» **REQUIRED WORK**: Note every line in the entries that contains the string "sizing", and copy it.

» **SUPPLIED RECORDS**:
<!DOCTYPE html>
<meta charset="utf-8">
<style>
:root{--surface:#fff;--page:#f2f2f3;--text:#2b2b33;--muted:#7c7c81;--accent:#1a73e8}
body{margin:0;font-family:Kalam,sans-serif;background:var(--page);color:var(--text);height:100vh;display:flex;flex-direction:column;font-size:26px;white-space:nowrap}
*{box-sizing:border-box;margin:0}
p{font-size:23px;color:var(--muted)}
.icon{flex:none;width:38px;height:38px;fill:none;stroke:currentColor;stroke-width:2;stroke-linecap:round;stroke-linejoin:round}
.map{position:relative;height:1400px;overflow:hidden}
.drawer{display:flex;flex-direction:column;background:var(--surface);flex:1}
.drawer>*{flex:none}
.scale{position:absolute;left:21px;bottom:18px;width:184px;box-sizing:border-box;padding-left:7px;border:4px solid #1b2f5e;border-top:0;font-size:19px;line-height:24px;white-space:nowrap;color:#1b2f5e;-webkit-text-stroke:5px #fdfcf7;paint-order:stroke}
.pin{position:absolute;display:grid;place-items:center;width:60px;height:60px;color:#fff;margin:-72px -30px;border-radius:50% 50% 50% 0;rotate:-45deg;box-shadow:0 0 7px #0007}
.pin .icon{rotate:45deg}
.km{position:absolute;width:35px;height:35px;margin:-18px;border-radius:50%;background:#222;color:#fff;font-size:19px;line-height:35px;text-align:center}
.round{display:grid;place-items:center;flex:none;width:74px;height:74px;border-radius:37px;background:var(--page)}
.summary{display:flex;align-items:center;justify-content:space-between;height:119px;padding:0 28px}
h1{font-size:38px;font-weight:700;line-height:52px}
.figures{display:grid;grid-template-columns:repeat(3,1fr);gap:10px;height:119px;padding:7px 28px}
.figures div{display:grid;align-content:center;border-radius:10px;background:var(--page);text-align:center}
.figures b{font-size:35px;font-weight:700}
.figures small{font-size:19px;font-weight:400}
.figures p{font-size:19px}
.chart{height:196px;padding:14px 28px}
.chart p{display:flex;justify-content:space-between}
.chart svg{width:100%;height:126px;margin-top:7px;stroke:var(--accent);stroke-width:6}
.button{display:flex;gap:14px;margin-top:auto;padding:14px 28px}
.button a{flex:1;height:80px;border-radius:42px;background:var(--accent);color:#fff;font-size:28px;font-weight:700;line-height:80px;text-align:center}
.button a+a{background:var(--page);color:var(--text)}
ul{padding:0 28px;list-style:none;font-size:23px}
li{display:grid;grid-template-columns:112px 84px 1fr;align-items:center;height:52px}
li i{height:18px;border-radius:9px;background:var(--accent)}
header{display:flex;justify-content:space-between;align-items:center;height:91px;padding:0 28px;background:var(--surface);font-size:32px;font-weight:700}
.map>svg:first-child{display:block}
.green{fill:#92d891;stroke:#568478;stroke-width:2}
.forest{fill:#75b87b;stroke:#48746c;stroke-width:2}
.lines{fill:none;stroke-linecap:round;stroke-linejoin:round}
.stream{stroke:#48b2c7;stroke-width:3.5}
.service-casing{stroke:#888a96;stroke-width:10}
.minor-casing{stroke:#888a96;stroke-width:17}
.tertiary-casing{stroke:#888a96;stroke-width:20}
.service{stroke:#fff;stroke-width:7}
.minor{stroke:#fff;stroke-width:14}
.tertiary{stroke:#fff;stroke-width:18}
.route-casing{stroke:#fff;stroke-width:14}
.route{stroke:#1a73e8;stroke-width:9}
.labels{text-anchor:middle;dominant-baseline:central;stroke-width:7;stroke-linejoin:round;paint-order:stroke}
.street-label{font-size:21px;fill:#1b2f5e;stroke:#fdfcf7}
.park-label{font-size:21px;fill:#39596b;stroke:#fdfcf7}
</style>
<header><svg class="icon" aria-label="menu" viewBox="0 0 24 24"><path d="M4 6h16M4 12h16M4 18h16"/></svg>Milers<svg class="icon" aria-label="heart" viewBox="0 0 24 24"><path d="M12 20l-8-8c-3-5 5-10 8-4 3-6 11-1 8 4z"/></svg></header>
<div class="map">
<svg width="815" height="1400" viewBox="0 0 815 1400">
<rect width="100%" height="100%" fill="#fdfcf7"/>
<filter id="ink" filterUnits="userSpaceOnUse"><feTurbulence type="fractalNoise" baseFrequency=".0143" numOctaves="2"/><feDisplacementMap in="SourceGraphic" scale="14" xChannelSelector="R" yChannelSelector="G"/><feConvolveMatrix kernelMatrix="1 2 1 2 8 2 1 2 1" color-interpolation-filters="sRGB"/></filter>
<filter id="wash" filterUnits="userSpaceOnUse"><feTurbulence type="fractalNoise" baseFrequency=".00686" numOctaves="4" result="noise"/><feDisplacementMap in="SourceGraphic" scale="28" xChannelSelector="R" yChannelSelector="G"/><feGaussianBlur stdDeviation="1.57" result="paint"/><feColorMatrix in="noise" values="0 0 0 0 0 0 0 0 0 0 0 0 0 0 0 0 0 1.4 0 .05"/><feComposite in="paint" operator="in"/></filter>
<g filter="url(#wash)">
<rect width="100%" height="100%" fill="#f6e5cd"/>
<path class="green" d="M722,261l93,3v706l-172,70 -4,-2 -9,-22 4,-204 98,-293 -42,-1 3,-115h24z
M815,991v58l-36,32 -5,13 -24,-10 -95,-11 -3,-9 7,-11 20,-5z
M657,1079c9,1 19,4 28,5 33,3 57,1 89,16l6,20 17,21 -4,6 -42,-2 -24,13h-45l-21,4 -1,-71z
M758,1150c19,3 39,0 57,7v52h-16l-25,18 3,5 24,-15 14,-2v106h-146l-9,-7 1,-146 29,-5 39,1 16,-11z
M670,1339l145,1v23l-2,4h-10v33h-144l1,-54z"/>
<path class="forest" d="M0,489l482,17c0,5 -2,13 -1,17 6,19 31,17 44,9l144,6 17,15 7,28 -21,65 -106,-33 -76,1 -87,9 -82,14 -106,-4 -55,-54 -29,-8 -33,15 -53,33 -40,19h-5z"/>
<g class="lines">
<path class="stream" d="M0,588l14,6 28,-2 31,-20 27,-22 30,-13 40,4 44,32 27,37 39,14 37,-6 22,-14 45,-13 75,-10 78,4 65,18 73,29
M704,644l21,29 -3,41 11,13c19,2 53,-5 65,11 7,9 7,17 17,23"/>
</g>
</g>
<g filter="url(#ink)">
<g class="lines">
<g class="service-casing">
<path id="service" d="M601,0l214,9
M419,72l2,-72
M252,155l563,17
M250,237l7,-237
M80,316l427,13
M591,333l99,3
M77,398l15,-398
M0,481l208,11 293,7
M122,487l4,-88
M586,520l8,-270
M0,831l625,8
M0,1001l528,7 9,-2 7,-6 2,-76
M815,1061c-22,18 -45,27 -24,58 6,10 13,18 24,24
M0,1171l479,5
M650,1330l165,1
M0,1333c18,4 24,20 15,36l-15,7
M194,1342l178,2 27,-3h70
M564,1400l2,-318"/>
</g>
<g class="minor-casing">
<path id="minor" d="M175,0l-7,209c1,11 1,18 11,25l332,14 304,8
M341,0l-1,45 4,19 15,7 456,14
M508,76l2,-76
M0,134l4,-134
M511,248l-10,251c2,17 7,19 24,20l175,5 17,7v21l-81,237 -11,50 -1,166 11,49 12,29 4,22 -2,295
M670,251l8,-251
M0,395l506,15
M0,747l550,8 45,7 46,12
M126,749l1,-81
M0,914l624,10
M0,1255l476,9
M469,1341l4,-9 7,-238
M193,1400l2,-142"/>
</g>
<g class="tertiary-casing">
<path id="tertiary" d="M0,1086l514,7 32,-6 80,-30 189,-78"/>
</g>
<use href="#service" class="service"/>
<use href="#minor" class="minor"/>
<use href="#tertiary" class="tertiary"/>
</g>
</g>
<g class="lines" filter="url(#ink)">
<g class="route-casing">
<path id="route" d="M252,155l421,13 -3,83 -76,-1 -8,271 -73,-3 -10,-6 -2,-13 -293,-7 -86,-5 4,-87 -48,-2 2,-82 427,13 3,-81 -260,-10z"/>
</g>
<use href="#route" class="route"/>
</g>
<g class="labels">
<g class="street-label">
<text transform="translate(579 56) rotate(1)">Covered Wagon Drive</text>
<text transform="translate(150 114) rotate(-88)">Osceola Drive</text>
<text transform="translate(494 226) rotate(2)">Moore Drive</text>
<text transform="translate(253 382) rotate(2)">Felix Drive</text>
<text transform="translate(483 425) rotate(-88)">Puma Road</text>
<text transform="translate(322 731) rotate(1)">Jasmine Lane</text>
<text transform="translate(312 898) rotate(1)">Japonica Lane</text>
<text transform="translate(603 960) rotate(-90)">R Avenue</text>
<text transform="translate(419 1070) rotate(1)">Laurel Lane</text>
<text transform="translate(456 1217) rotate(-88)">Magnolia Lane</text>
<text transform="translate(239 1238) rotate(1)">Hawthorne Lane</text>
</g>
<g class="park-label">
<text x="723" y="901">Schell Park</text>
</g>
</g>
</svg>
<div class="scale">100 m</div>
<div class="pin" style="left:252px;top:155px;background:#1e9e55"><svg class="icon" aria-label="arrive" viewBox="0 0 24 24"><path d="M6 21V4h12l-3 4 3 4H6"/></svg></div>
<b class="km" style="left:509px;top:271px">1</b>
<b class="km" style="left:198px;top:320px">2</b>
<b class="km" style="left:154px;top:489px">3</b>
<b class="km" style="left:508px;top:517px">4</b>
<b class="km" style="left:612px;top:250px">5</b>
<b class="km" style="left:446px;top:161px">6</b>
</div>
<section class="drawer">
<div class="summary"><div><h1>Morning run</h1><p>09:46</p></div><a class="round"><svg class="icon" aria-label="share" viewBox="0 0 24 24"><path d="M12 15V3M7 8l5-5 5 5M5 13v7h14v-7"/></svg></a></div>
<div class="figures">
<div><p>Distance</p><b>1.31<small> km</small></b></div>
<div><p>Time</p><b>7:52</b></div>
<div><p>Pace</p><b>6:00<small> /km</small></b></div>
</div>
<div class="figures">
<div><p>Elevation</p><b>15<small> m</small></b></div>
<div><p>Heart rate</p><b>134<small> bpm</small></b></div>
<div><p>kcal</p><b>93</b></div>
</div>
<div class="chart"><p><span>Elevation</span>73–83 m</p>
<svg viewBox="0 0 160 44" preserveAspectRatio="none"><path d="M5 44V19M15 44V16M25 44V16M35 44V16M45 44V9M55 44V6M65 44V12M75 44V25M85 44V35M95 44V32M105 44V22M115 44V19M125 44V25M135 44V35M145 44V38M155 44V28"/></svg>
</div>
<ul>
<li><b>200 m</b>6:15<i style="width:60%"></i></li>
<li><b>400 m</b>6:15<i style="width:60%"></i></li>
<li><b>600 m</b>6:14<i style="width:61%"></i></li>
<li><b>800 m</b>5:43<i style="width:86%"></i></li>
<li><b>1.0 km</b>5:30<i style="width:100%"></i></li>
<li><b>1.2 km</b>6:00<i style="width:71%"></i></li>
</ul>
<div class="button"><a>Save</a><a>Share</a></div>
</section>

» **ANSWER TO THIS TASK**:
*{box-sizing:border-box;margin:0}
.scale{position:absolute;left:21px;bottom:18px;width:184px;box-sizing:border-box;padding-left:7px;border:4px solid #1b2f5e;border-top:0;font-size:19px;line-height:24px;white-space:nowrap;color:#1b2f5e;-webkit-text-stroke:5px #fdfcf7;paint-order:stroke}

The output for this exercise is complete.